If you’ve been reading this column for very long, you’ve probably heard me talk about the importance of making flood control and navigation our top priorities in managing our nation's rivers. Unlike some of what I talk about here, this isn't a terribly political issue, but it is a very personal and painful one for a lot of people.

North Missouri is home to large stretches of America's two longest rivers—the Missouri and the Mississippi. For folks here, flooding is a part of life. It's not a matter of if, but when, a flood will strike. But that doesn't mean we can't or shouldn't do everything we can to make our communities more resilient against flooding.

After all the devastation and destruction we've witnessed here in North Missouri—in 2019, 2011, 2008, 2007, 1993 and countless other years—I've made increasing resiliency and flood protection one of my top priorities during my time in Congress.

Lately, we've made a lot of good progress on that front. The House has already passed three of my bills to fix FEMA, help get disaster resources out more efficiently, and make sure the agency is truly working to help people.

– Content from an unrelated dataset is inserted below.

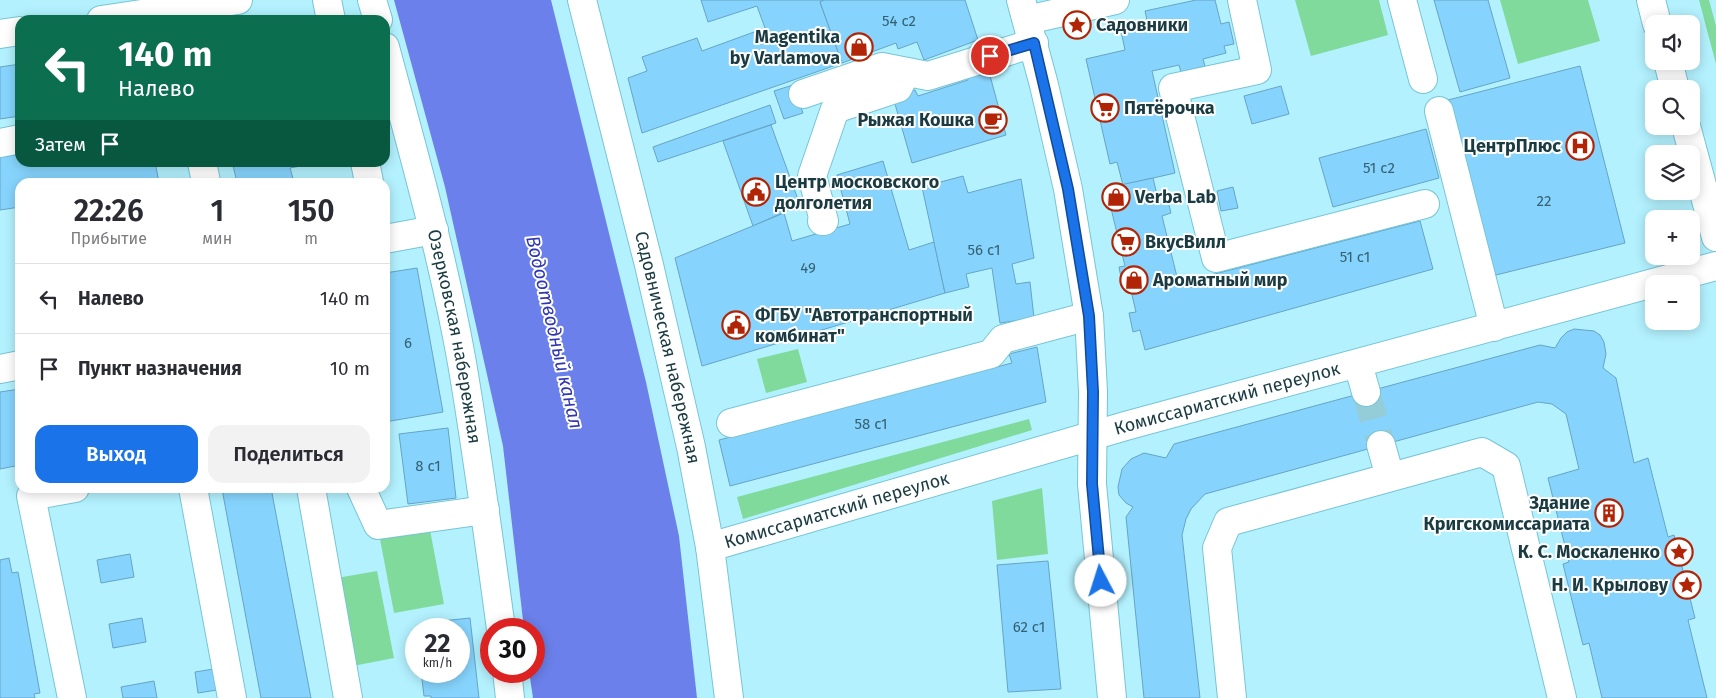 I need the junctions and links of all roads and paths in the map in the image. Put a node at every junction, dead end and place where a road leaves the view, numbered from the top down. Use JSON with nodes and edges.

And just this week, I helped introduce and pass the Water Resources Development Act of 2022 through the Transportation and Infrastructure Committee. This bill, which Congress takes up every 2 years, will help levee districts that have been struggling to keep up with rising repair costs, finally take steps to address longstanding erosion problems along our rivers, and ensure that the Corps prioritizes flood control and navigation for the benefit of Missourians and all Americans.

In this day and age of partisan politics, it's hard to see how anything ever gets done in Washington. But, both Republicans and Democrats were able to come together to move this bill forward. It's a good, bipartisan bill.

I'm incredibly proud to see this legislation moving forward. It makes some big steps forward to protect our communities from future floods.